Problem to solve:
Scan the entries that follow and work out how many lines contain "ÁSVALLABRAUT". Give the number and nothing else.

▶

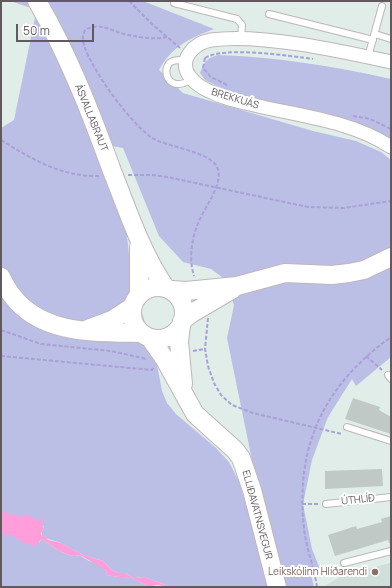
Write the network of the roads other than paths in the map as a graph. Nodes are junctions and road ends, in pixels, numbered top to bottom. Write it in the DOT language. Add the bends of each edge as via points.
graph roads {
  1 [pos="37,1"];
  2 [pos="174,3"];
  3 [pos="382,6"];
  4 [pos="269,14"];
  5 [pos="374,37"];
  6 [pos="241,39"];
  7 [pos="391,39"];
  8 [pos="368,57"];
  9 [pos="186,61"];
  10 [pos="391,62"];
  11 [pos="192,79"];
  12 [pos="391,147"];
  13 [pos="138,238"];
  14 [pos="391,257"];
  15 [pos="1,277"];
  16 [pos="237,286"];
  17 [pos="168,289"];
  18 [pos="136,300"];
  19 [pos="182,323"];
  20 [pos="82,331"];
  21 [pos="145,336"];
  22 [pos="184,393"];
  23 [pos="347,427"];
  24 [pos="391,441"];
  25 [pos="391,496"];
  26 [pos="326,504"];
  27 [pos="391,551"];
  28 [pos="344,563"];
  29 [pos="277,587"];
  1 -- 13 [label="main road, ÁSVALLABRAUT" via="85,101"];
  2 -- 6 [label="lane" via="237,19 242,25"];
  3 -- 5 [label="lane"];
  4 -- 5 [label="lane"];
  5 -- 7 [label="lane"];
  5 -- 8 [label="lane"];
  6 -- 8 [label="street" via="288,43"];
  6 -- 9 [label="street" via="204,42 193,48"];
  8 -- 10 [label="street"];
  9 -- 11 [label="street" via="187,73"];
  9 -- 11 [label="lane" via="170,62 168,79 178,85"];
  11 -- 12 [label="street, BREKKUÁS" via="211,92 232,99 364,131"];
  13 -- 17 [label="main road, ÁSVALLABRAUT" via="154,271"];
  13 -- 18 [label="main road, ÁSVALLABRAUT" via="140,268"];
  14 -- 16 [label="main road" via="349,274 285,274"];
  15 -- 20 [label="main road" via="15,298 42,320 62,328"];
  16 -- 17 [label="main road" via="193,291"];
  16 -- 19 [label="main road" via="192,313"];
  17 -- 18 [label="main road" via="149,288"];
  17 -- 19 [label="main road" via="182,302"];
  18 -- 20 [label="main road" via="112,320"];
  18 -- 21 [label="main road" via="131,317"];
  19 -- 21 [label="main road" via="171,336 157,339"];
  19 -- 22 [label="main road, ELLIÐAVATNSVEGUR" via="179,342"];
  20 -- 21 [label="main road"];
  21 -- 22 [label="main road, ELLIÐAVATNSVEGUR" via="164,358"];
  22 -- 29 [label="main road, ELLIÐAVATNSVEGUR" via="195,414 241,458"];
  23 -- 24 [label="lane"];
  25 -- 26 [label="lane, ÚTHLÍÐ"];
  27 -- 28 [label="lane"];
}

◀

Written response:
3